Fino al 20 gennaio 2019 Palazzo Strozzi di Firenze ospita la mostra Marina Abramović. The Cleaner, prima grande retrospettiva dedicata all’artista serba, considerata una delle personalità più celebri e controverse dell’arte contemporanea.
Icona indiscussa del nostro tempo, pone al centro della ricerca artistica il suo corpo, spingendolo ai limiti del possibile, sovvertendo il concetto di live performance ed entrando nell’immaginario collettivo.
Quella di Marina, è un’arte che dà fastidio, che non segue nessuna logica o codice predeterminato volto a un eccesso sperimentale che mostra i limiti del corpo dettati dalla mente umana, verso un processo controverso in cui è la rivoluzione a dominare la scena.
La mostra evento, Marina Abramović. The Cleaner, curata da Arturo Galansino, costituisce un’interessante rassegna che raccoglie ed espone oltre 100 opere dell’artista che la mettono a nudo, e ne illustra i lavori più famosi, che hanno scandito il corso della sua carriera.
Così Palazzo Strozzi ripercorre a ritroso le pietre miliari di maggiore rilievo, che hanno suscitato scalpore e scandalizzato il pubblico a partire dagli anni Sessanta fino a giungere agli anni Duemila. Video, fotografie, dipinti, oggetti e installazioni nonché live performance svolte da un gruppo di performer che rievocano le più celebri dell’artista serba.
Alcune opere inedite come l’Autoritratto del 1965 e i dipinti delle serie Truck Accident (1963) e Clouds (1965-1970) sperimentano la passività del corpo umano.
Un’arte tesa, in cui dolore e piacere sono mescolati
I confini si confondono per indagare nel profondo la resistenza fisica e psicologica, come accadrà a partire dagli anni Sessanta, quando presero vita i primi lavori nelle performance singole per poi sfociare in quelle di coppia insieme all’artista tedesco e compagno Ulay suo compagno sentimentale e professionale il cui simbolo della loro relazione è un furgone Citroën in cui i due hanno vissuto, viaggiando incessantemente in Europa nel corso degli anni Ottanta, e che è esposto nel cortile di Palazzo Strozzi.
Un gioco di opposti, che si attraggono e rifuggono come la concezione duale tra energia maschile e femminile.
Negli anni Novanta Marina Abramovic vince il Leone d’Oro alla Biennale di Venezia del 1997 grazie all’opera Balkan Baroque metafora contro tutte le guerre.
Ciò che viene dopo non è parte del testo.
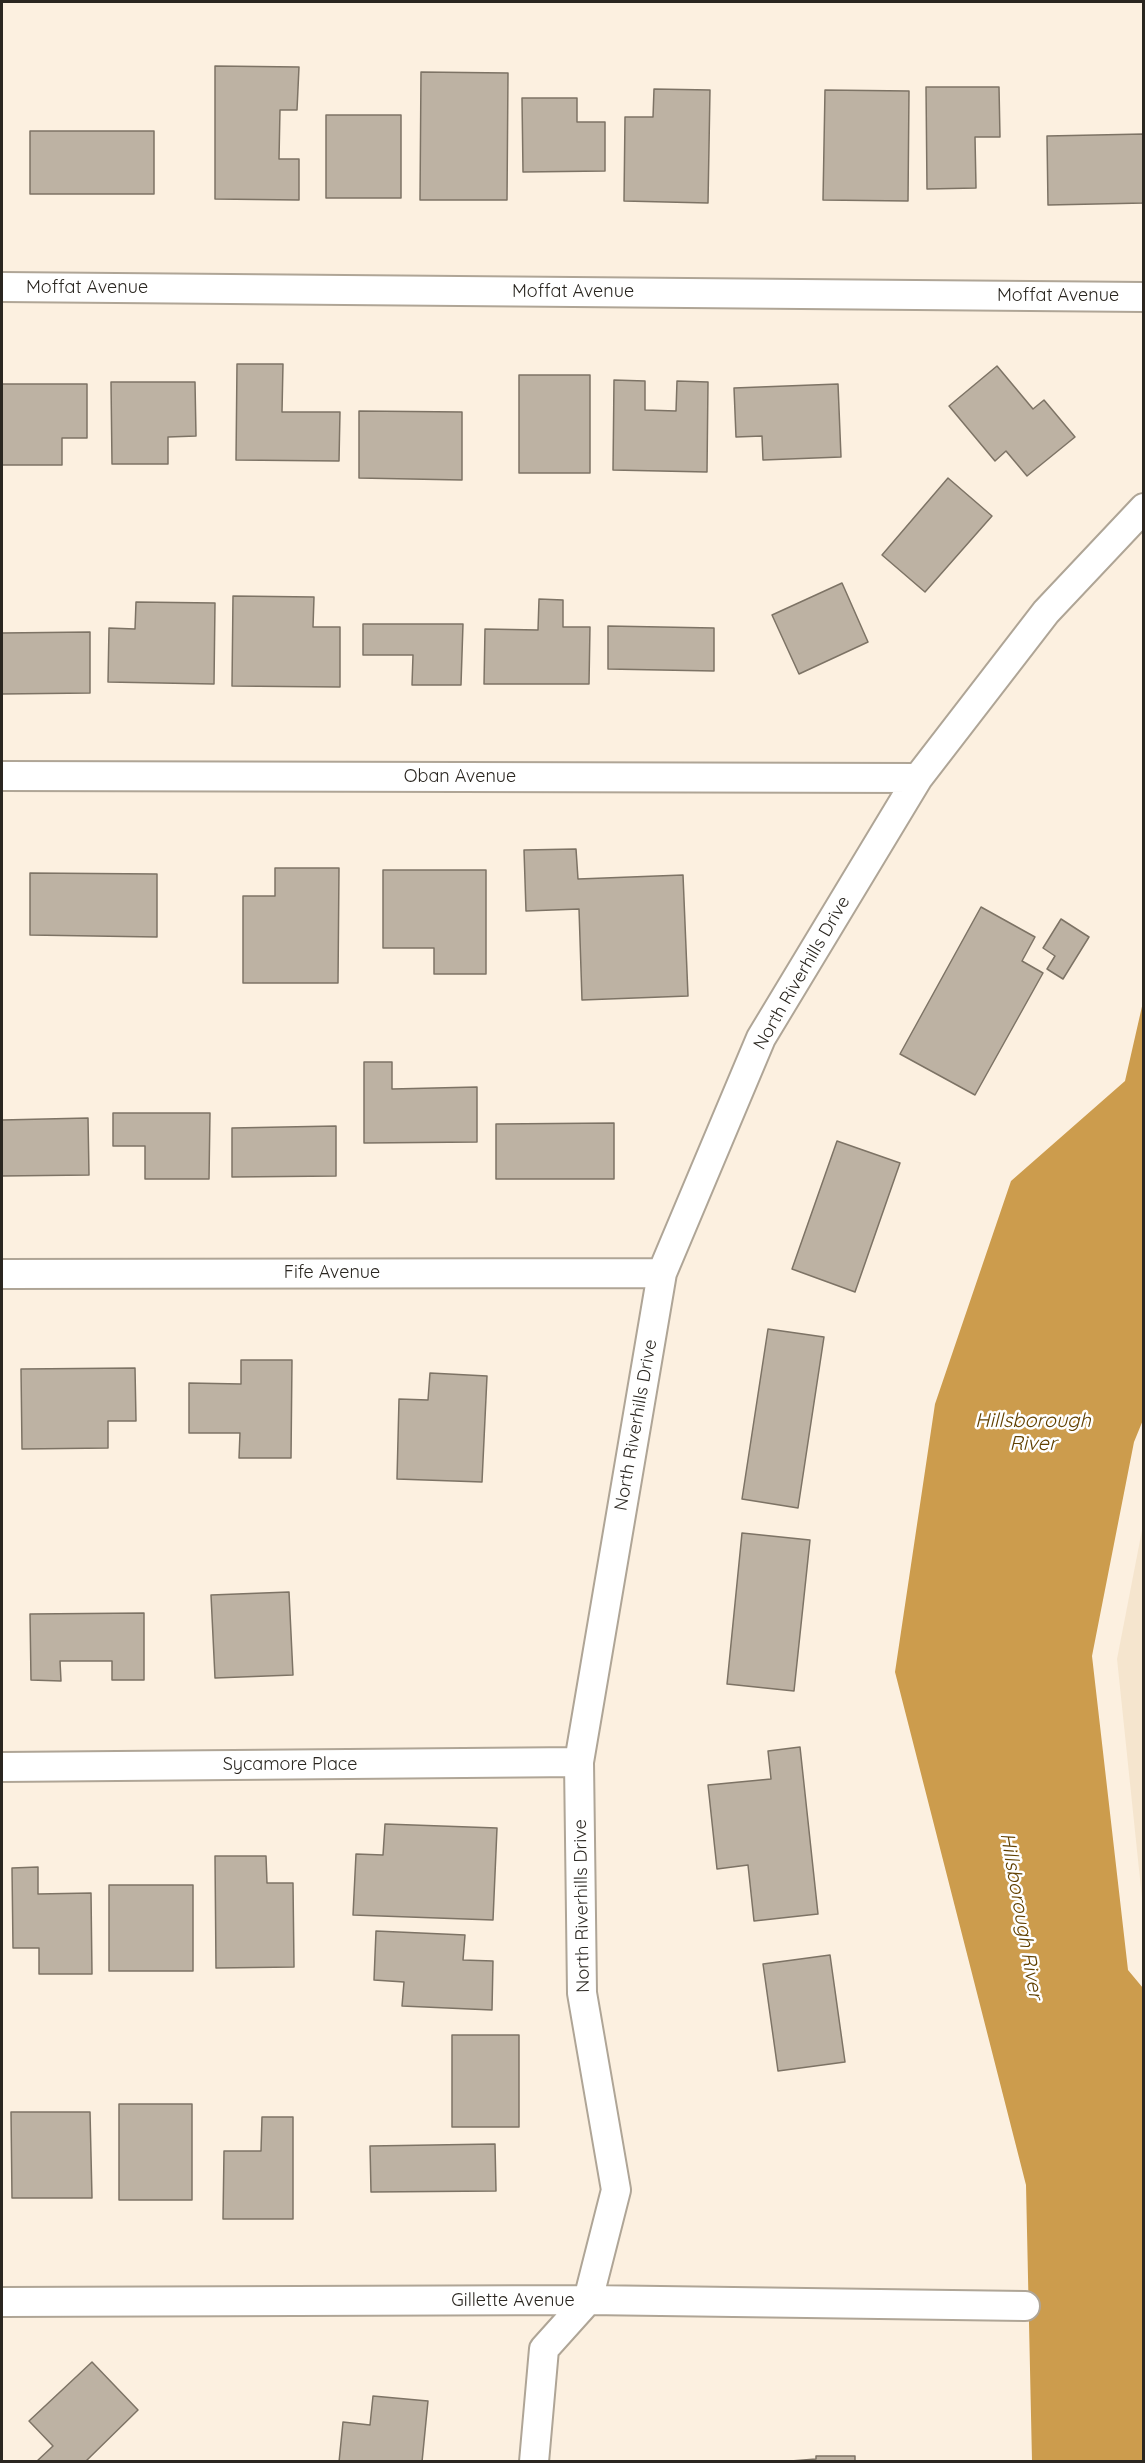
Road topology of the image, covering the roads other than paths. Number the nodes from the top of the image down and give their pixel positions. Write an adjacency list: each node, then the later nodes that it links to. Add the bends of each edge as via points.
1 (2, 287): 2 (street, Moffat Avenue)
2 (1143, 297)
3 (1143, 508): 5 (street, North Riverhills Drive, via 1046,612)
4 (2, 776): 5 (street, Oban Avenue)
5 (918, 778): 6 (street, North Riverhills Drive, via 761,1038)
6 (662, 1273): 7 (street, Fife Avenue); 8 (street, North Riverhills Drive)
7 (2, 1274)
8 (579, 1762): 9 (street, Sycamore Place); 10 (street, North Riverhills Drive, via 582,1993 616,2190)
9 (2, 1767)
10 (588, 2300): 11 (street, Gillette Avenue); 12 (street, Gillette Avenue); 13 (street, North Riverhills Drive, via 544,2349)
11 (2, 2302)
12 (1025, 2306)
13 (534, 2462)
Con il passare del tempo, l’arte di Abramovic sposa il pubblico con il quale interagisce per mezzo di performance concrete, che superano il carattere effimero cercando di cambiare e rinnovarsi.
Una sfida tra le sfide
Ancora una volta, Marina Abramovic diventa testimone della storia e prima donna protagonista di una mostra di Palazzo Strozzi. Desiderio di sperimentazione, confronto, racconto e incontro tra arte rinascimentale e presente contemporaneo. Un lavoro inesauribile, incommensurabile che ritroviamo in The Cleaner, titolo dell’esposizione, e particolare momento creativo. Una resurrezione dalle tenebre verso la luce del futuro.
«Come in una casa: tieni solo quello che ti serve e fai pulizia del passato, della memoria, del destino».
Con questa mostra, si vuole generare una profonda riflessione sulla carriera dell’artista che non teme la morte e le sue mille sfaccettature. Spesso infatti, le sue rievocazioni sfiorano mondi diversi e spaziano tra azioni forti, violente caratterizzate da esperienze rischiose in cui le trasformazioni emotive e spirituali sperimentano energie e gesta silenziose fatte da scambi bidirezionali tra artista e pubblico senza il quale nulla potrebbe accadere.